Limb landmark coordinates:
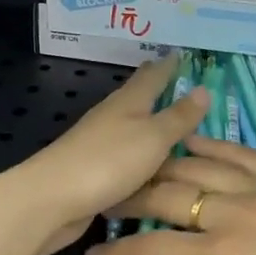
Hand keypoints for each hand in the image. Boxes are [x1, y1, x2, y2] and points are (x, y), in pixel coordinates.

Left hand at [9, 59, 208, 254]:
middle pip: (137, 96)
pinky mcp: (92, 170)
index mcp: (129, 101)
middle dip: (157, 88)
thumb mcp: (154, 137)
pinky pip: (123, 155)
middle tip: (179, 83)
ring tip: (170, 123)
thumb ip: (179, 116)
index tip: (181, 54)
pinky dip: (138, 152)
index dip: (168, 65)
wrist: (51, 200)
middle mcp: (112, 116)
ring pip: (129, 125)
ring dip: (148, 121)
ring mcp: (99, 143)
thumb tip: (204, 88)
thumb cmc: (108, 161)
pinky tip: (147, 164)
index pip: (153, 75)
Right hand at [85, 135, 255, 254]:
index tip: (94, 253)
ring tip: (142, 169)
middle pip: (169, 194)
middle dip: (132, 199)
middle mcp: (233, 210)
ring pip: (200, 164)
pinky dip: (213, 145)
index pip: (152, 247)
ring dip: (165, 165)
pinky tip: (195, 141)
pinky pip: (242, 152)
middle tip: (108, 203)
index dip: (118, 252)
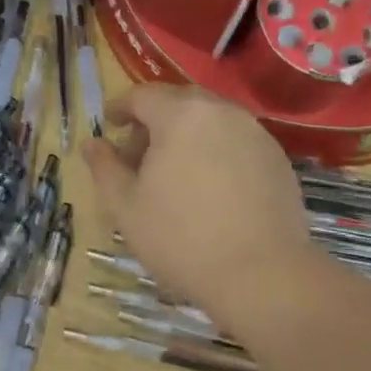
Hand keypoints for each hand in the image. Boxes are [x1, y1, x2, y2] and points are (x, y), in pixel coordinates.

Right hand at [83, 86, 311, 333]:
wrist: (261, 274)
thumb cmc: (180, 238)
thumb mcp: (125, 207)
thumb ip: (104, 168)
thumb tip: (91, 143)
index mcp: (181, 116)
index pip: (143, 95)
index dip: (120, 107)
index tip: (109, 126)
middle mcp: (222, 112)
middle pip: (179, 103)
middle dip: (154, 122)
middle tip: (138, 156)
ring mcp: (256, 134)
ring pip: (211, 122)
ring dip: (186, 137)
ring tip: (173, 176)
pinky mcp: (278, 159)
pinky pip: (236, 142)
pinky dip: (215, 153)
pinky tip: (209, 190)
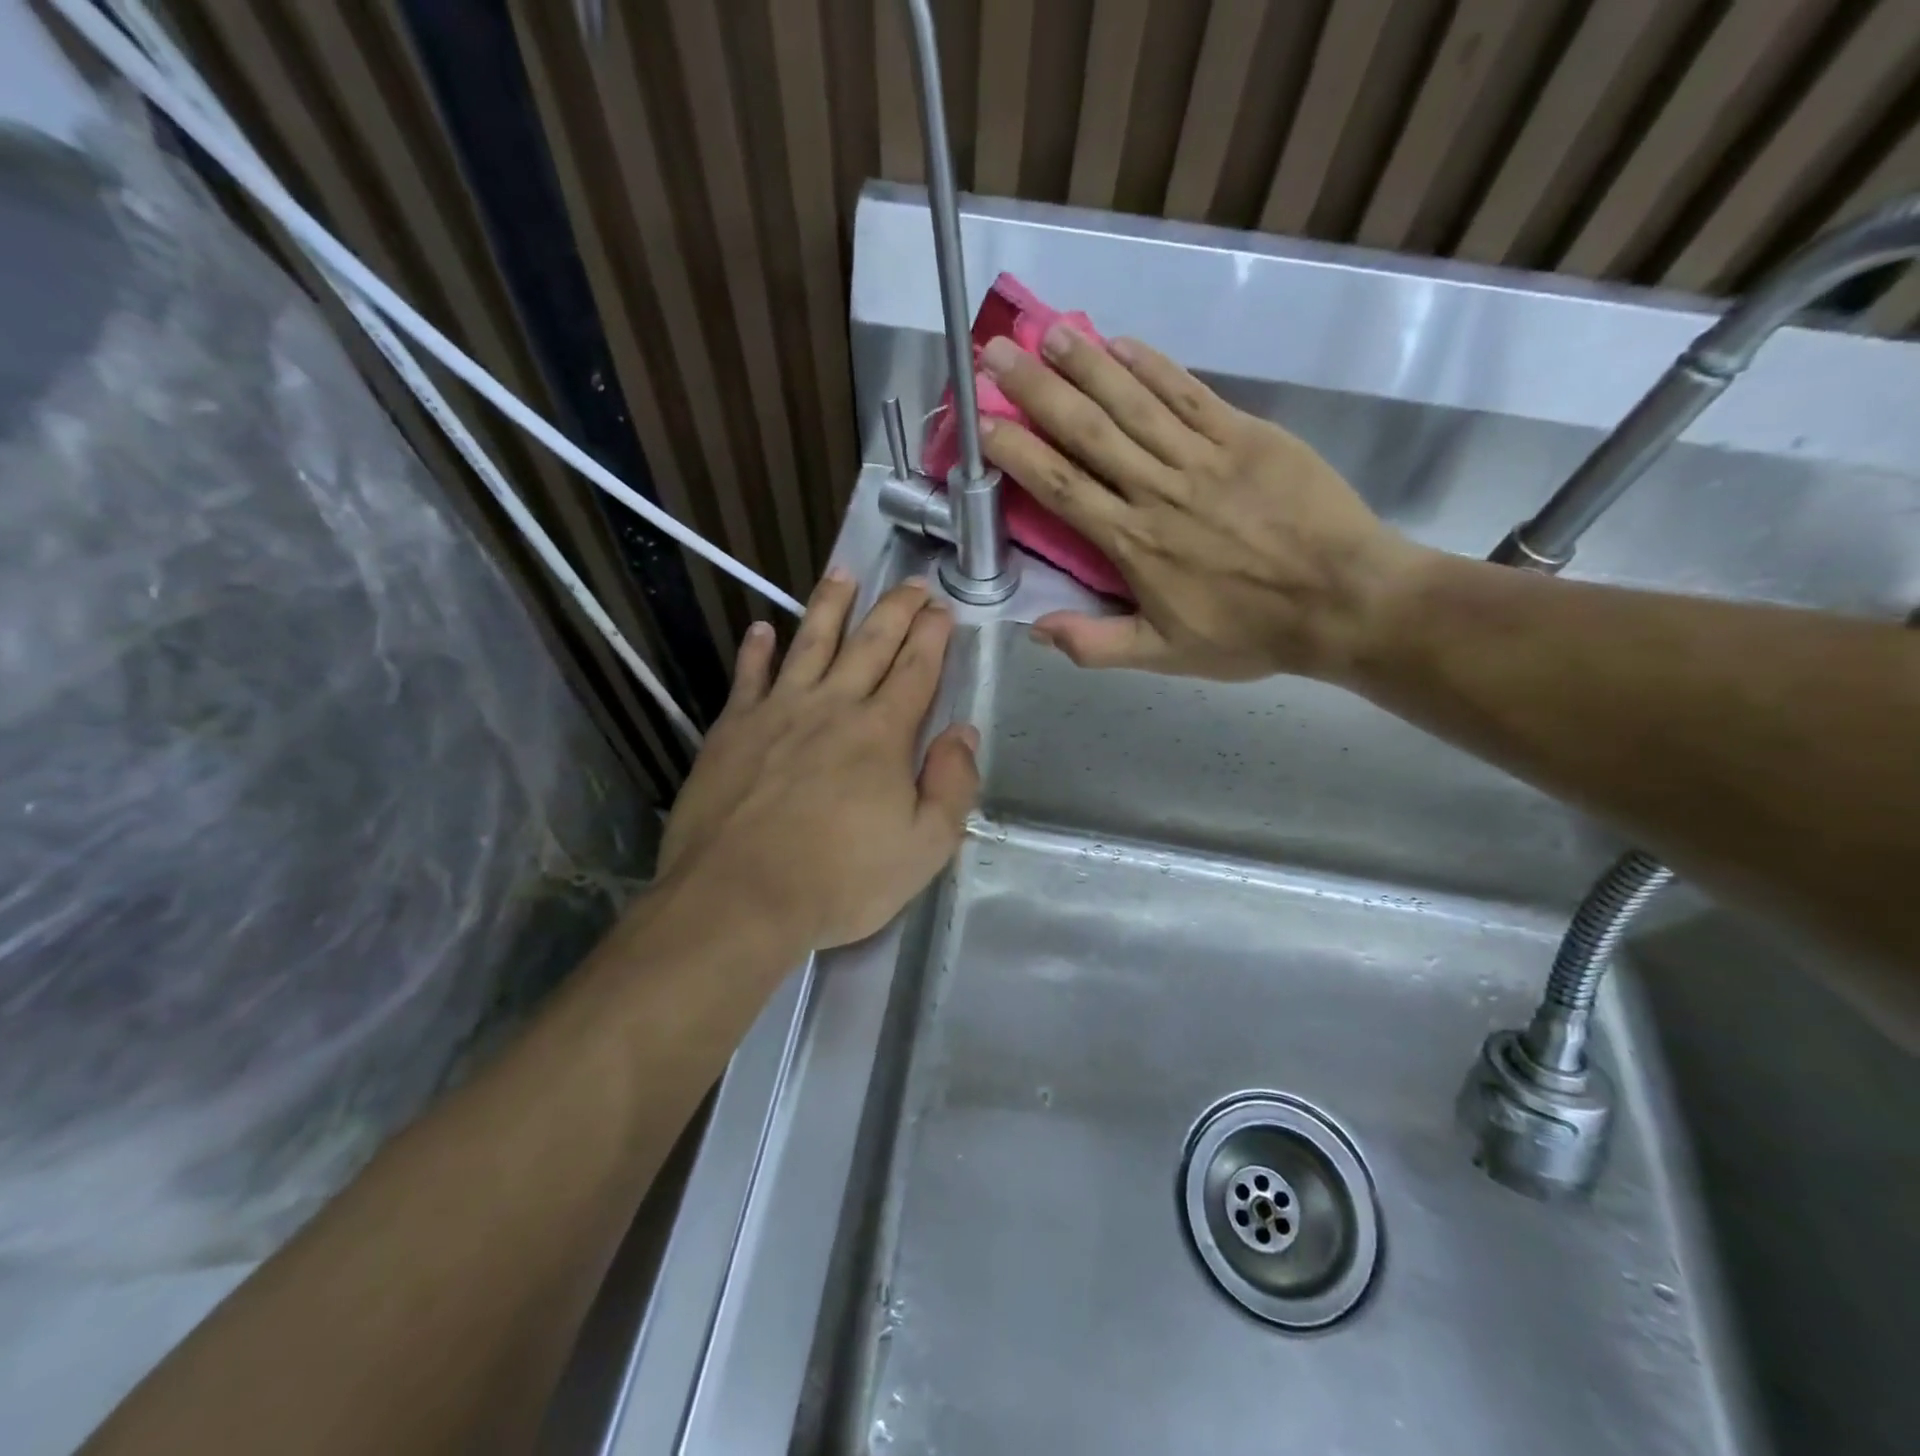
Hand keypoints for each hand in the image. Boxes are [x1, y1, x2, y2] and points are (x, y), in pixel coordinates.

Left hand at [656, 572, 978, 951]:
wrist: (738, 899)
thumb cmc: (840, 880)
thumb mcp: (924, 848)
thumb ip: (952, 785)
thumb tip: (963, 732)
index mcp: (882, 734)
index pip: (916, 669)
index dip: (933, 636)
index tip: (943, 608)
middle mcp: (832, 707)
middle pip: (870, 644)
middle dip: (896, 608)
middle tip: (912, 582)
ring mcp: (777, 712)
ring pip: (810, 643)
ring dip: (830, 606)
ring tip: (844, 573)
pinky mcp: (731, 730)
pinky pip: (747, 677)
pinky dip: (756, 650)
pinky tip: (762, 628)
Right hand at [978, 326, 1430, 681]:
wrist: (1343, 599)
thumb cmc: (1250, 632)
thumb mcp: (1165, 656)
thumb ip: (1096, 645)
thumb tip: (1033, 628)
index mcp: (1132, 542)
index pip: (1061, 486)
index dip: (1018, 451)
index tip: (982, 423)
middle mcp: (1157, 489)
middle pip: (1087, 431)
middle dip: (1036, 389)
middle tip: (996, 352)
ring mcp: (1202, 455)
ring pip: (1132, 401)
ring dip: (1086, 365)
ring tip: (1047, 333)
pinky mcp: (1245, 434)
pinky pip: (1189, 392)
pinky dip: (1153, 365)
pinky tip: (1122, 343)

BRIEF => What is needed is an exact copy of all the data, with no images in it.

EXERCISE OUTPUT =>
Hand keypoints for each hand in the image. Boxes are [x1, y1, x2, y2] and points are (x, y), in pixel coordinates.

Left hand at [9, 59, 208, 254]:
middle pip: (137, 96)
pinky mcp: (92, 170)
index mcp: (129, 101)
middle dip: (157, 88)
thumb mcp: (154, 137)
pinky pip: (123, 155)
middle tip: (179, 83)
ring tip: (170, 123)
thumb ip: (179, 116)
index tip: (181, 54)
pinky dip: (138, 152)
index dip: (168, 65)
wrist: (51, 200)
middle mcp: (112, 116)
ring pip: (129, 125)
ring dip: (148, 121)
ring mcp: (99, 143)
thumb tip: (204, 88)
thumb cmc: (108, 161)
pinky tip: (147, 164)
index pip: (153, 75)
Right hand at [85, 135, 255, 254]:
index tip: (94, 253)
ring tip: (142, 169)
middle pip: (169, 194)
middle dip: (132, 199)
middle mcp: (233, 210)
ring pip: (200, 164)
pinky dip: (213, 145)
index pip: (152, 247)
ring dip: (165, 165)
pinky tip: (195, 141)
pinky pip: (242, 152)
middle tip: (108, 203)
index dip: (118, 252)
Hand keypoints for each hand in the image. Boxes are [x1, y1, x2, y2] and points are (x, y), in pixel coordinates.

Right hand at [83, 86, 311, 333]:
wrist: (261, 274)
thumb cmc: (180, 238)
thumb mcp: (125, 207)
thumb ip: (104, 168)
thumb tip: (91, 143)
index mcp: (181, 116)
index pip: (143, 95)
index dip: (120, 107)
index tip: (109, 126)
middle mcp: (222, 112)
middle pip: (179, 103)
middle dip: (154, 122)
middle tip: (138, 156)
ring mcp: (256, 134)
ring pip: (211, 122)
ring dip: (186, 137)
ring tip: (173, 176)
pinky mcp: (278, 159)
pinky pip: (236, 142)
pinky dip: (215, 153)
pinky tip: (209, 190)
Hand keypoints for each hand in the image. Boxes are [x1, y1, x2, y2] and points are (x, y), in pixel coordinates.

Left hand at [656, 572, 978, 951]:
wrist: (738, 899)
thumb cmc: (840, 880)
thumb mcp: (924, 848)
thumb ip: (952, 785)
thumb tip: (963, 732)
index mcp: (882, 734)
index pip: (916, 669)
index dip: (933, 636)
index tip: (943, 608)
middle mcp: (832, 707)
middle pip: (870, 644)
middle dip: (896, 608)
middle tip: (912, 582)
ring mcp: (777, 712)
ring pip: (810, 643)
ring dip: (830, 606)
ring tip: (844, 573)
pinky mcp: (731, 730)
pinky pip: (747, 677)
pinky dip: (756, 650)
pinky tip: (762, 628)
Right hand at [978, 326, 1430, 681]:
wrist: (1343, 599)
thumb cmc: (1250, 632)
thumb mcp: (1165, 656)
thumb ip: (1096, 645)
thumb tip: (1033, 628)
index mcp: (1132, 542)
index pip: (1061, 486)
index dip: (1018, 451)
index tip: (982, 423)
middle mcp: (1157, 489)
middle pip: (1087, 431)
middle dip: (1036, 389)
middle tip: (996, 352)
ring mcp: (1202, 455)
ring pip: (1132, 401)
ring dip: (1086, 365)
ring tip: (1047, 333)
pinky mcp: (1245, 434)
pinky pip: (1189, 392)
pinky dip: (1153, 365)
pinky tip: (1122, 343)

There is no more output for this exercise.